(Saved data entries)
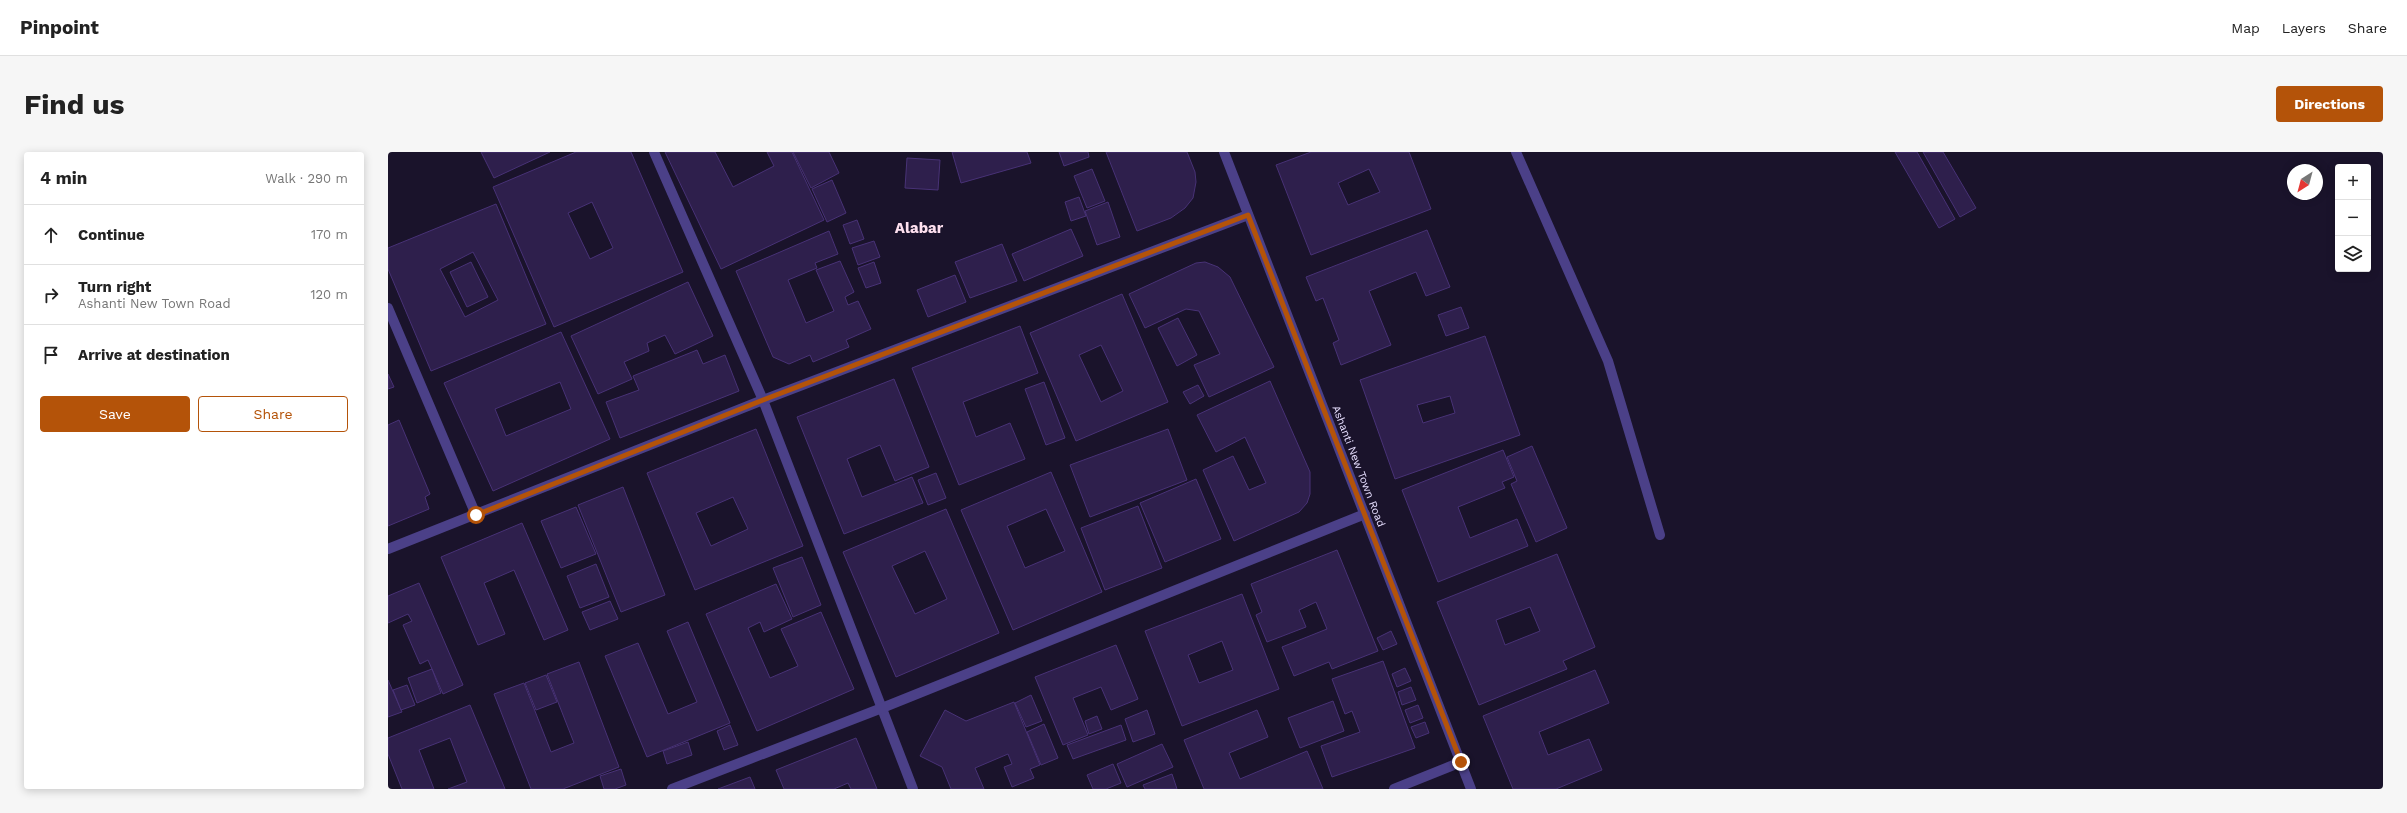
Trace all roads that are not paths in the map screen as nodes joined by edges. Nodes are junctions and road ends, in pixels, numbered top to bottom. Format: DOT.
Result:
graph roads {
  1 [pos="654,152"];
  2 [pos="1224,152"];
  3 [pos="1516,152"];
  4 [pos="1248,215"];
  5 [pos="388,308"];
  6 [pos="763,400"];
  7 [pos="1364,514"];
  8 [pos="476,515"];
  9 [pos="1660,535"];
  10 [pos="388,549"];
  11 [pos="882,708"];
  12 [pos="1461,762"];
  13 [pos="672,789"];
  14 [pos="912,789"];
  15 [pos="1394,789"];
  16 [pos="1471,789"];
  1 -- 6 [label="street"];
  2 -- 4 [label="street, Ashanti New Town Road"];
  3 -- 9 [label="street"];
  4 -- 6 [label="street"];
  4 -- 7 [label="street, Ashanti New Town Road"];
  5 -- 8 [label="street"];
  6 -- 8 [label="street"];
  6 -- 11 [label="street"];
  7 -- 11 [label="street"];
  7 -- 12 [label="street, Ashanti New Town Road"];
  8 -- 10 [label="street"];
  11 -- 13 [label="street"];
  11 -- 14 [label="street"];
  12 -- 15 [label="street"];
  12 -- 16 [label="street, Ashanti New Town Road"];
}
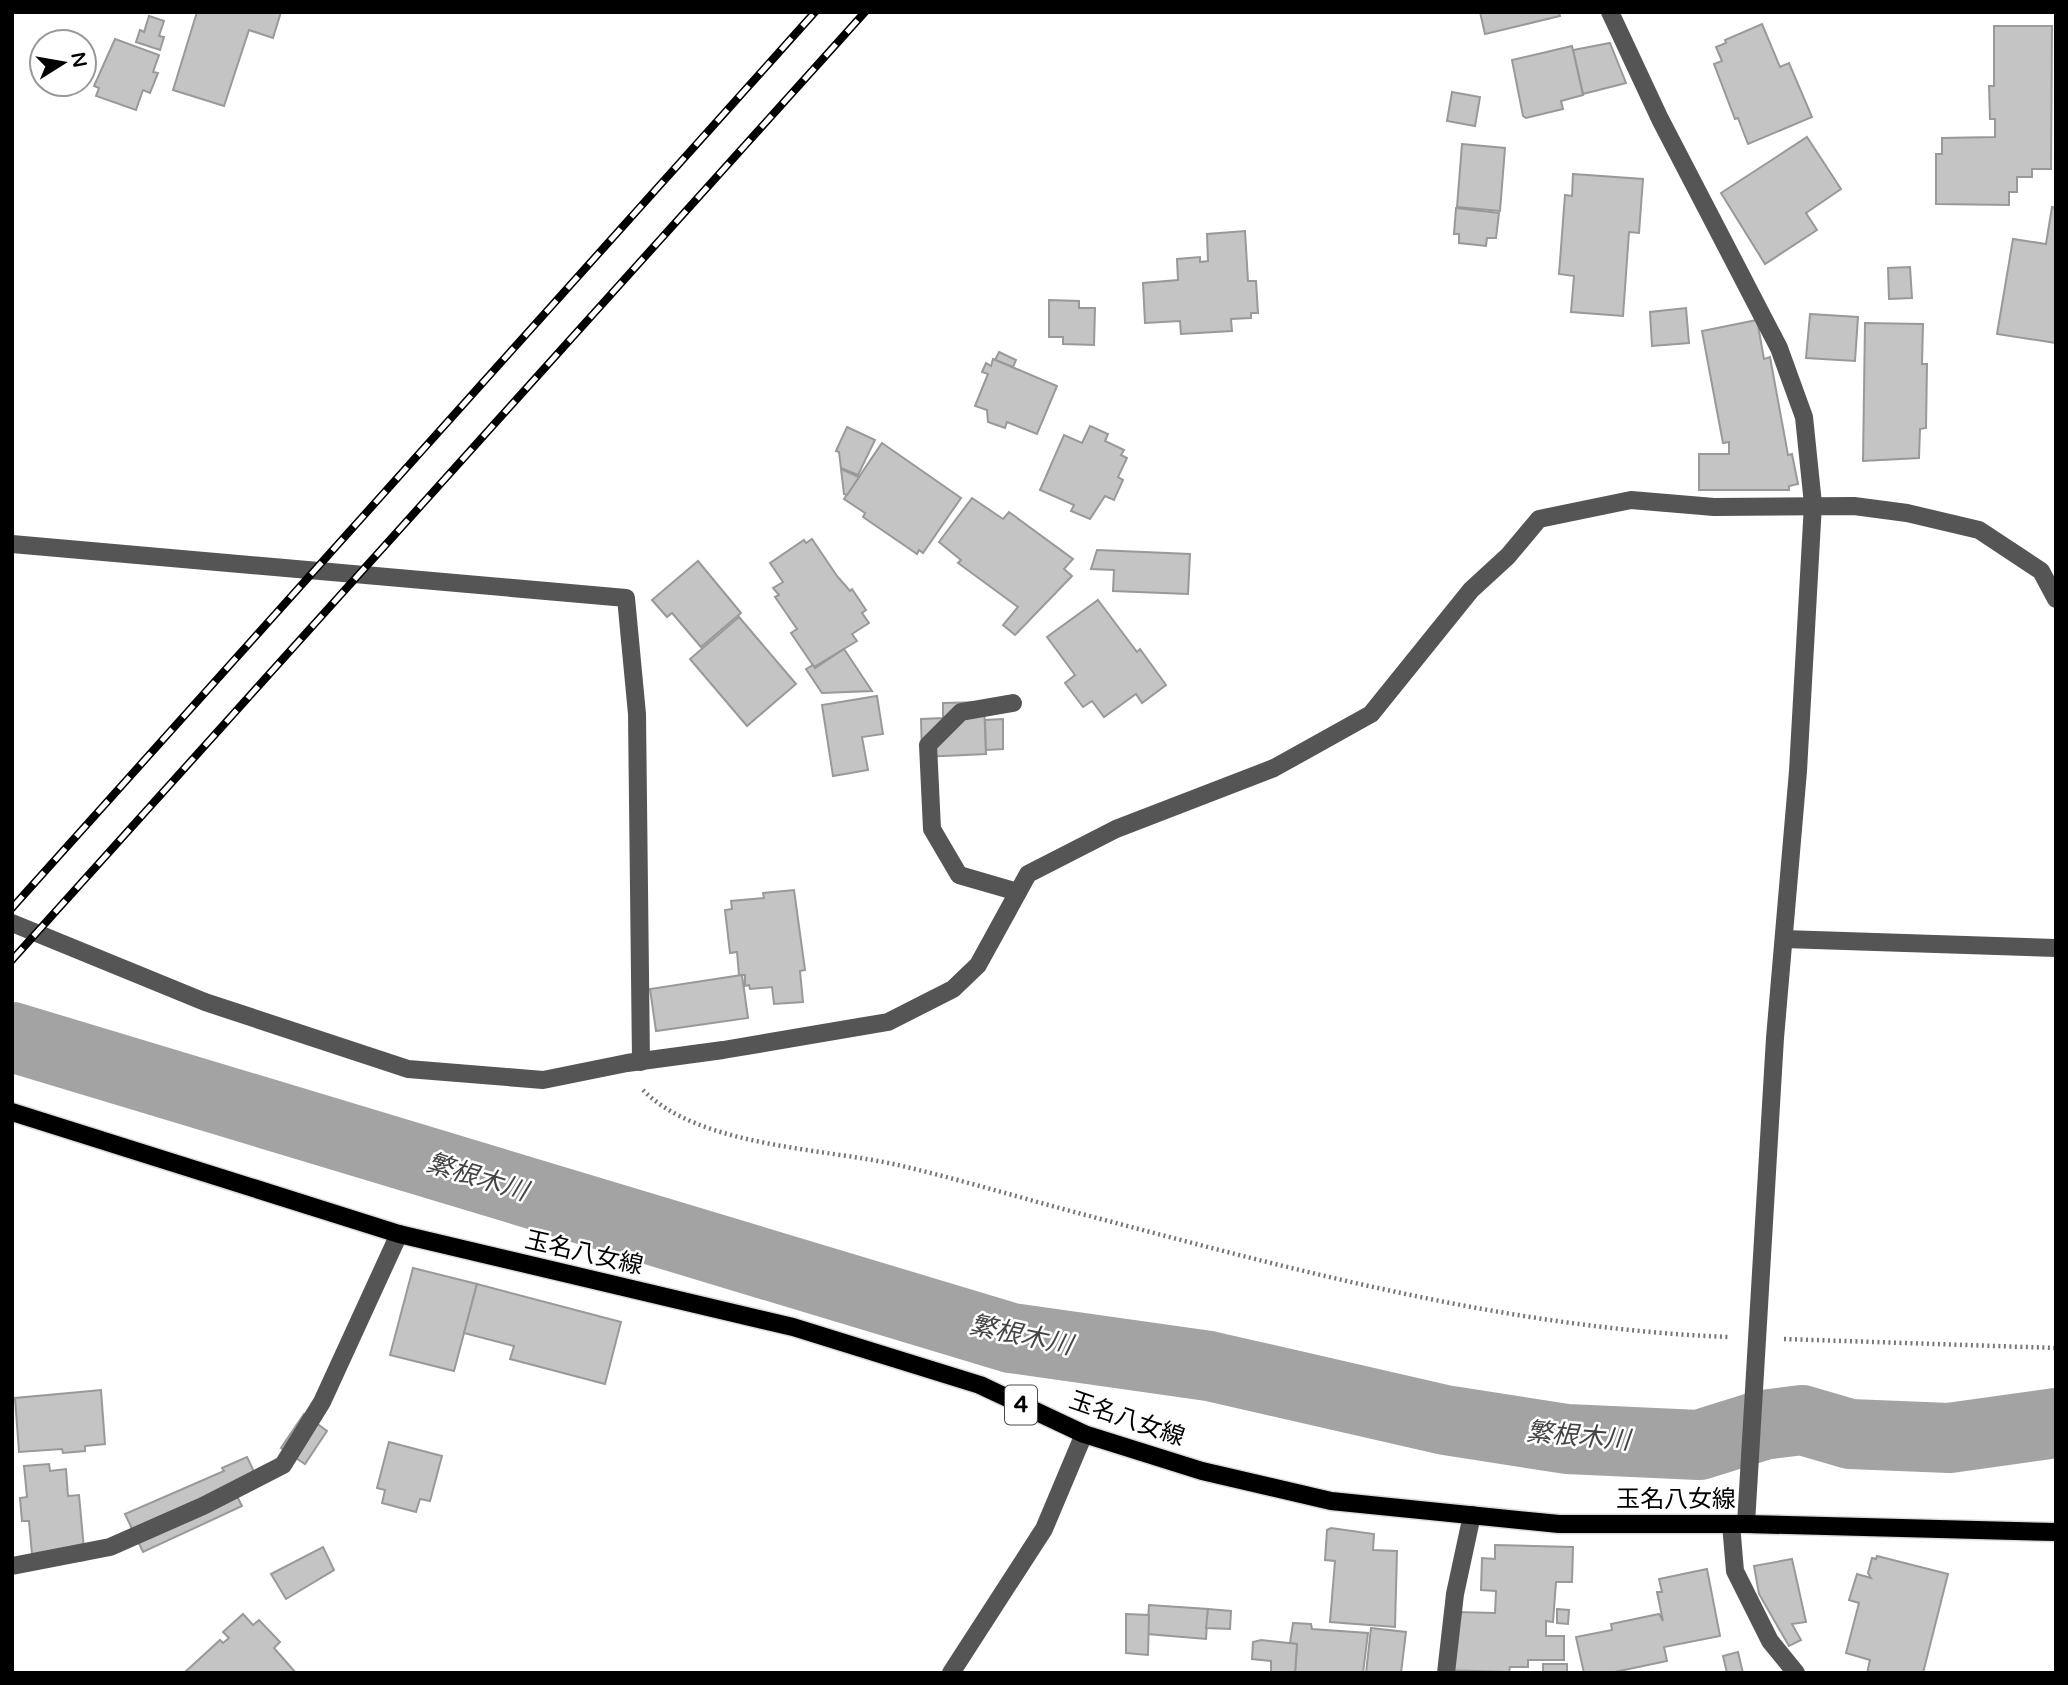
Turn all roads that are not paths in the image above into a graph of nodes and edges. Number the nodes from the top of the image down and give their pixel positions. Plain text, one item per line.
1 (1611, 12) edge
2 (1812, 504) junction
3 (12, 544) edge
4 (2056, 599) edge
5 (1013, 703) dead end
6 (1018, 892) junction
7 (12, 923) edge
8 (1784, 939) junction
9 (2056, 948) edge
10 (641, 1062) junction
11 (12, 1112) edge
12 (399, 1234) junction
13 (1084, 1434) junction
14 (1472, 1515) junction
15 (1738, 1524) junction
16 (2056, 1532) edge
17 (12, 1566) edge
18 (951, 1673) edge
19 (1446, 1673) edge
20 (1796, 1673) edge

1 - 2 street
2 - 4 street
2 - 6 street
2 - 8 street
3 - 10 street
5 - 6 street
6 - 10 street
7 - 10 street
8 - 9 street
8 - 15 street
11 - 12 main road, 玉名八女線 / 4
12 - 13 main road, 玉名八女線 / 4
12 - 17 street
13 - 14 main road, 玉名八女線 / 4
13 - 18 street
14 - 15 main road, 玉名八女線 / 4
14 - 19 street
15 - 16 main road, 玉名八女線 / 4
15 - 20 street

** EXERCISE INSTRUCTIONS **
Transcribe all records verbatim and omit each image.

** RESPONSE AREA **
Trace all roads that are not paths in the map screen as nodes joined by edges. Nodes are junctions and road ends, in pixels, numbered top to bottom. Format: DOT.
Result:
graph roads {
  1 [pos="654,152"];
  2 [pos="1224,152"];
  3 [pos="1516,152"];
  4 [pos="1248,215"];
  5 [pos="388,308"];
  6 [pos="763,400"];
  7 [pos="1364,514"];
  8 [pos="476,515"];
  9 [pos="1660,535"];
  10 [pos="388,549"];
  11 [pos="882,708"];
  12 [pos="1461,762"];
  13 [pos="672,789"];
  14 [pos="912,789"];
  15 [pos="1394,789"];
  16 [pos="1471,789"];
  1 -- 6 [label="street"];
  2 -- 4 [label="street, Ashanti New Town Road"];
  3 -- 9 [label="street"];
  4 -- 6 [label="street"];
  4 -- 7 [label="street, Ashanti New Town Road"];
  5 -- 8 [label="street"];
  6 -- 8 [label="street"];
  6 -- 11 [label="street"];
  7 -- 11 [label="street"];
  7 -- 12 [label="street, Ashanti New Town Road"];
  8 -- 10 [label="street"];
  11 -- 13 [label="street"];
  11 -- 14 [label="street"];
  12 -- 15 [label="street"];
  12 -- 16 [label="street, Ashanti New Town Road"];
}
Turn all roads that are not paths in the image above into a graph of nodes and edges. Number the nodes from the top of the image down and give their pixel positions. Plain text, one item per line.
1 (1611, 12) edge
2 (1812, 504) junction
3 (12, 544) edge
4 (2056, 599) edge
5 (1013, 703) dead end
6 (1018, 892) junction
7 (12, 923) edge
8 (1784, 939) junction
9 (2056, 948) edge
10 (641, 1062) junction
11 (12, 1112) edge
12 (399, 1234) junction
13 (1084, 1434) junction
14 (1472, 1515) junction
15 (1738, 1524) junction
16 (2056, 1532) edge
17 (12, 1566) edge
18 (951, 1673) edge
19 (1446, 1673) edge
20 (1796, 1673) edge

1 - 2 street
2 - 4 street
2 - 6 street
2 - 8 street
3 - 10 street
5 - 6 street
6 - 10 street
7 - 10 street
8 - 9 street
8 - 15 street
11 - 12 main road, 玉名八女線 / 4
12 - 13 main road, 玉名八女線 / 4
12 - 17 street
13 - 14 main road, 玉名八女線 / 4
13 - 18 street
14 - 15 main road, 玉名八女線 / 4
14 - 19 street
15 - 16 main road, 玉名八女線 / 4
15 - 20 street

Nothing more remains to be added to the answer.